VIE PRATIQUE: Le malaise devant un supérieur, accident du travail

PARIS, 12 mai 2017 (AFP) – Un malaise survenu lors d’un entretien avec un supérieur hiérarchique est, jusqu’à preuve du contraire, un accident du travail.

La Cour de cassation exclut qu’un salarié victime ait à prouver que le choc subi résulte d’une attitude particulièrement désagréable de ce supérieur au point de provoquer le malaise.

Le principe selon lequel tout accident survenu dans le temps du travail et sur le lieu du travail est présumé être un accident du travail, doit être appliqué, même s’il ne s’agit pas de blessures physiques.
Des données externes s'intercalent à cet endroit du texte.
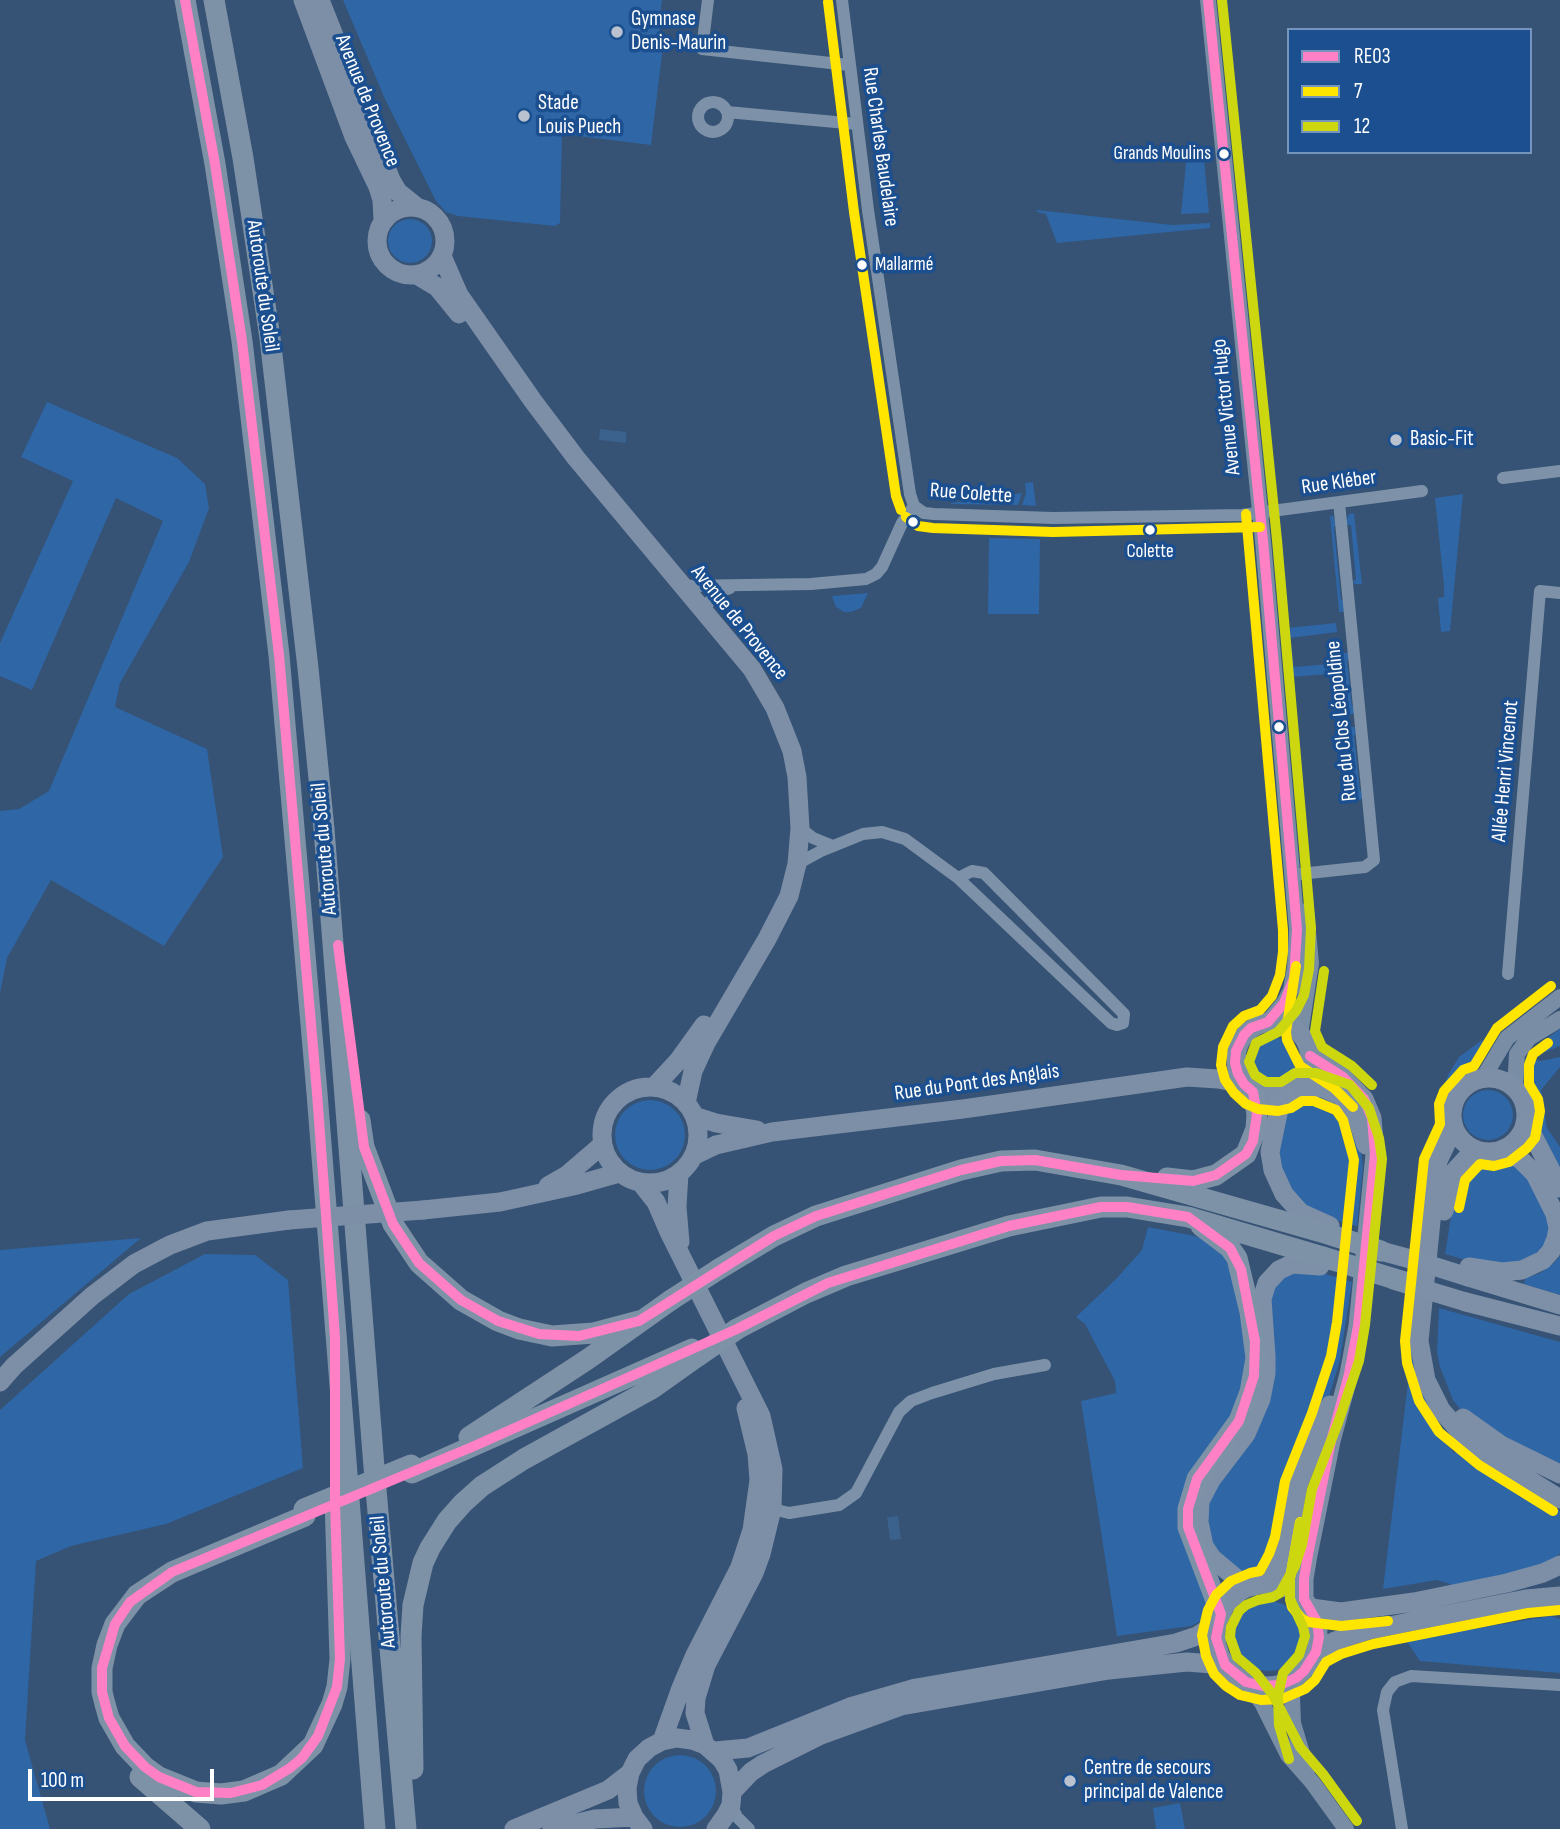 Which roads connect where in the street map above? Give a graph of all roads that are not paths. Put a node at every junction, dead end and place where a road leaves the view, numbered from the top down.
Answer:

En rappelant brièvement ce principe, la Cour annule un arrêt de cour d’appel qui analysait très longuement les reproches d’un salarié envers son entreprise, examinait la réalité d’un possible harcèlement, vérifiait la cadence de travail dite « effrénée » par la victime, rappelait les circonstances de la convocation chez le supérieur, appréciait le ton de sa conversation et en concluait que ces éléments étaient ordinaires et ne pouvaient pas raisonnablement provoquer le malaise subit du subordonné.

Cette analyse objective n’est pas la bonne, pour les juges. Car cet événement subit étant présumé être un accident du travail, c’est au contraire à l’employeur de démontrer qu’il résulte d’une cause totalement étrangère au travail.

(Cass. Civ 2, 4.5.2017, D 15-29.411).